In October last year, Egypt also ordered two Mistral-class projection and command ships from the French ship manufacturer. By 2020, the Egyptian Navy will deploy a fleet of at least seven combat ships designed and built by DCNS.

Exclusively for the corvettes, DCNS entered into a construction technology transfer contract with Egypt. As part of the deal – which entered into force in July 2015 – construction of the first ship will begin within 29 months by DCNS in its shipyard in Lorient.


However, the following three units will be built by Egyptian partner Alexandria Shipyard through technology transfer. DCNS will provide training of the Egyptian shipyard staff and also deliver all the technical data and necessary components.

With GCC countries now looking to build knowledge-driven economies and train and employ their local workforces, DCNS believes it is in a position to handle their requirements.

The oil question

When discussing GCC spending in the current economic environment, the question of low oil prices and its impact is hard to avoid and Boy admits that the issue could influence decisions.

“There is obviously an impact – but it’s a government decision to fix the priorities. Even if there is a global impact on the government’s spending patterns, if priority is given to the navy, then it will not make any difference,” he explains.

“So for us it will not change anything. We will be there, on the ground, ready to answer every need. We also have the capability to adapt our products and offers to the needs of the customer,” he adds.

Would the present market scenario push them to make price concessions to win over competitors?

“It is always challenging and we know that there will always be more competition. But every country has a money concern and they are always very accurate on what they want and what they have to give – we are used to that,” says Boy.

“We always offer our best proposal.”

Deals on the table?

The company remains tightlipped about whether it already has any contracts in the pipeline with the GCC countries.

“It can take years to discuss such deals,” admits Boy. “But right now I don’t have anything concrete to share.

“Any deal begins on a government to government level.
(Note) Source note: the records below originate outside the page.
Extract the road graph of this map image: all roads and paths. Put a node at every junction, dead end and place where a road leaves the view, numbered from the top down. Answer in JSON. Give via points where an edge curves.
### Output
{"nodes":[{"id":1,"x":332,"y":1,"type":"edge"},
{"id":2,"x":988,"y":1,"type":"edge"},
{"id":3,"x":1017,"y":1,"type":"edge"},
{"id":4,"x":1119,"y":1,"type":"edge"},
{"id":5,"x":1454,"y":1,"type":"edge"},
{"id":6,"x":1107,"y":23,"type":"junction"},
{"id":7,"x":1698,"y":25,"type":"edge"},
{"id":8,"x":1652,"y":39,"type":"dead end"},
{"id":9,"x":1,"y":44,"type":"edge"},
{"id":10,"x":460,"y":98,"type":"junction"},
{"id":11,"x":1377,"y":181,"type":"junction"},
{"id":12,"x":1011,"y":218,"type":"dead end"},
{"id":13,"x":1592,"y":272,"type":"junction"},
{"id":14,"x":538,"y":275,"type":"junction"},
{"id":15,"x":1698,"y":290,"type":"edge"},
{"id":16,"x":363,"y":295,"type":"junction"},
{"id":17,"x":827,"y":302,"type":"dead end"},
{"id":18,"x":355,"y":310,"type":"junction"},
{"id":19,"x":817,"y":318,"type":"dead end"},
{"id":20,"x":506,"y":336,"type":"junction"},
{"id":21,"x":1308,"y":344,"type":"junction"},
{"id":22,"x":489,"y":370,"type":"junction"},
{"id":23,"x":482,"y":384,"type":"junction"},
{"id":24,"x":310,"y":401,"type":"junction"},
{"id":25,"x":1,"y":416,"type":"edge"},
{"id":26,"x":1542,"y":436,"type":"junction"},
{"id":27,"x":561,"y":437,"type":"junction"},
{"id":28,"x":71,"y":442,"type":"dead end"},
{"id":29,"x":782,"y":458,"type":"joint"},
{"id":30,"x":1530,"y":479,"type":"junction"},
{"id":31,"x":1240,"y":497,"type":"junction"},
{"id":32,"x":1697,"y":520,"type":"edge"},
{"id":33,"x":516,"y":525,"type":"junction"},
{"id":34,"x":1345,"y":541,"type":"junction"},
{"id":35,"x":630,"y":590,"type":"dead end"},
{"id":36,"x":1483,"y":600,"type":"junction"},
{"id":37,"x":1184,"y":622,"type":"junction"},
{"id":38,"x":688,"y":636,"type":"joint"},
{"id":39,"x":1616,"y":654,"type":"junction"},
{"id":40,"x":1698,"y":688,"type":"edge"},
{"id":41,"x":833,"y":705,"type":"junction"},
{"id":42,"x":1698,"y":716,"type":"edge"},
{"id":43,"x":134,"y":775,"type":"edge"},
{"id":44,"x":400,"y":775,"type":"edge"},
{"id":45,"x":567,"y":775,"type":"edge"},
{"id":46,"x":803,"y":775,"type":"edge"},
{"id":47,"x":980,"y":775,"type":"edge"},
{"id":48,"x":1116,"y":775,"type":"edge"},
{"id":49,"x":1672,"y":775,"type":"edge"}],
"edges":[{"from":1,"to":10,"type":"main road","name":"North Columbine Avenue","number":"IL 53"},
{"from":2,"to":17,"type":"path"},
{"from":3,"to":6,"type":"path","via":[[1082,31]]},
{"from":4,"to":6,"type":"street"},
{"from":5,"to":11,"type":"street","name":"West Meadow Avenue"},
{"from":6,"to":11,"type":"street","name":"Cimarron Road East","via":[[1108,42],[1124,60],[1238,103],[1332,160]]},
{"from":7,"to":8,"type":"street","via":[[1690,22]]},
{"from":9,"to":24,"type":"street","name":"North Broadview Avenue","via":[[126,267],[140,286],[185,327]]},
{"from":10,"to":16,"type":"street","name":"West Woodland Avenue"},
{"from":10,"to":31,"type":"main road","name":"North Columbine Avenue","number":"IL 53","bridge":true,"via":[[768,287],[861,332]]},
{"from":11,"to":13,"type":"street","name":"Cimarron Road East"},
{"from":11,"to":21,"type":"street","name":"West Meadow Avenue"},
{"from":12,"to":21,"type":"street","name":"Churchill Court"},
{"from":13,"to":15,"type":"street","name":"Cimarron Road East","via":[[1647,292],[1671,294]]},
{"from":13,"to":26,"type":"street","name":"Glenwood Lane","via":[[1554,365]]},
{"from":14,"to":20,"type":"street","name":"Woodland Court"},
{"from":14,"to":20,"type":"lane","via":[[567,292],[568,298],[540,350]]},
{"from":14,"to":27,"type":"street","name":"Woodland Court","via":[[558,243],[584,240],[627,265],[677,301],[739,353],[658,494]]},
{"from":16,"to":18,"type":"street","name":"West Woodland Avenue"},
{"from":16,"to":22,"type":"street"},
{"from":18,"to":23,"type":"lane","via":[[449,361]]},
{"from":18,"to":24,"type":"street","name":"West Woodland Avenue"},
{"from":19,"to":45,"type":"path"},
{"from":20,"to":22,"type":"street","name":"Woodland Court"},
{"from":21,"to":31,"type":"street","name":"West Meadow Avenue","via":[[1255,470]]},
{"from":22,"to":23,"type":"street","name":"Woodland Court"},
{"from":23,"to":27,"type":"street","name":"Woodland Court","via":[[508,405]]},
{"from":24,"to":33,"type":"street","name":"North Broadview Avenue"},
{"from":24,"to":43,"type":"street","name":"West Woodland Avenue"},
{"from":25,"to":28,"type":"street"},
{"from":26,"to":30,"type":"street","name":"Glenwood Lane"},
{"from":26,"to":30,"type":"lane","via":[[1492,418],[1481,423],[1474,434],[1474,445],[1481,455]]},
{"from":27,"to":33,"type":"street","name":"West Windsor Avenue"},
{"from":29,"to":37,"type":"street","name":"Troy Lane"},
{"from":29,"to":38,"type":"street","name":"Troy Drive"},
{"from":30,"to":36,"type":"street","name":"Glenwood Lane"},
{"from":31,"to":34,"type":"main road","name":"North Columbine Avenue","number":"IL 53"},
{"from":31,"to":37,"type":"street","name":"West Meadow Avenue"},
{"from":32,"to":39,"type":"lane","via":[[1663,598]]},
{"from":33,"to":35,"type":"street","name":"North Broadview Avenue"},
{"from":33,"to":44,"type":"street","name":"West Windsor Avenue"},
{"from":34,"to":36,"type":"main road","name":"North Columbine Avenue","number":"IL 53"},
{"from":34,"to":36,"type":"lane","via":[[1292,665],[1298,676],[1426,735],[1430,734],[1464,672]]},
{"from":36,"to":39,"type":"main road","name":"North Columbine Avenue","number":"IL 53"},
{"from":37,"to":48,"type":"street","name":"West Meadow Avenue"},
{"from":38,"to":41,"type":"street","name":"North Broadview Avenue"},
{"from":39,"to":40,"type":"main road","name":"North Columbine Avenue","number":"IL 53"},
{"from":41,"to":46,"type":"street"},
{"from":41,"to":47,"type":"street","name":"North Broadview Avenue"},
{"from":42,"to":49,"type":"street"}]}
It is armament sale, so the French government is always involved in the project – it has to give us the authorisation to sell this kind of military product to any country.

“But after that it’s a direct discussion between DCNS and the navy. We have our part during the negotiations and during the procurement process as well, we deal directly with the navy,” he adds.

Looking ahead, DCNS is looking to boost international revenues from 37 per cent in 2015 to up to 50 per cent by next year. Boy is reluctant to disclose how much of that increase is hoped to come from the Middle East. “But we do hope it will be a big part of that amount, because the Middle East region is really important for us,” he states.

With the region looking for partners rather than vendors, DCNS may find that its proposition proves rather attractive. However, how much focus the GCC will give to strengthening its navy, given its purse strings are tightened, remains to be seen.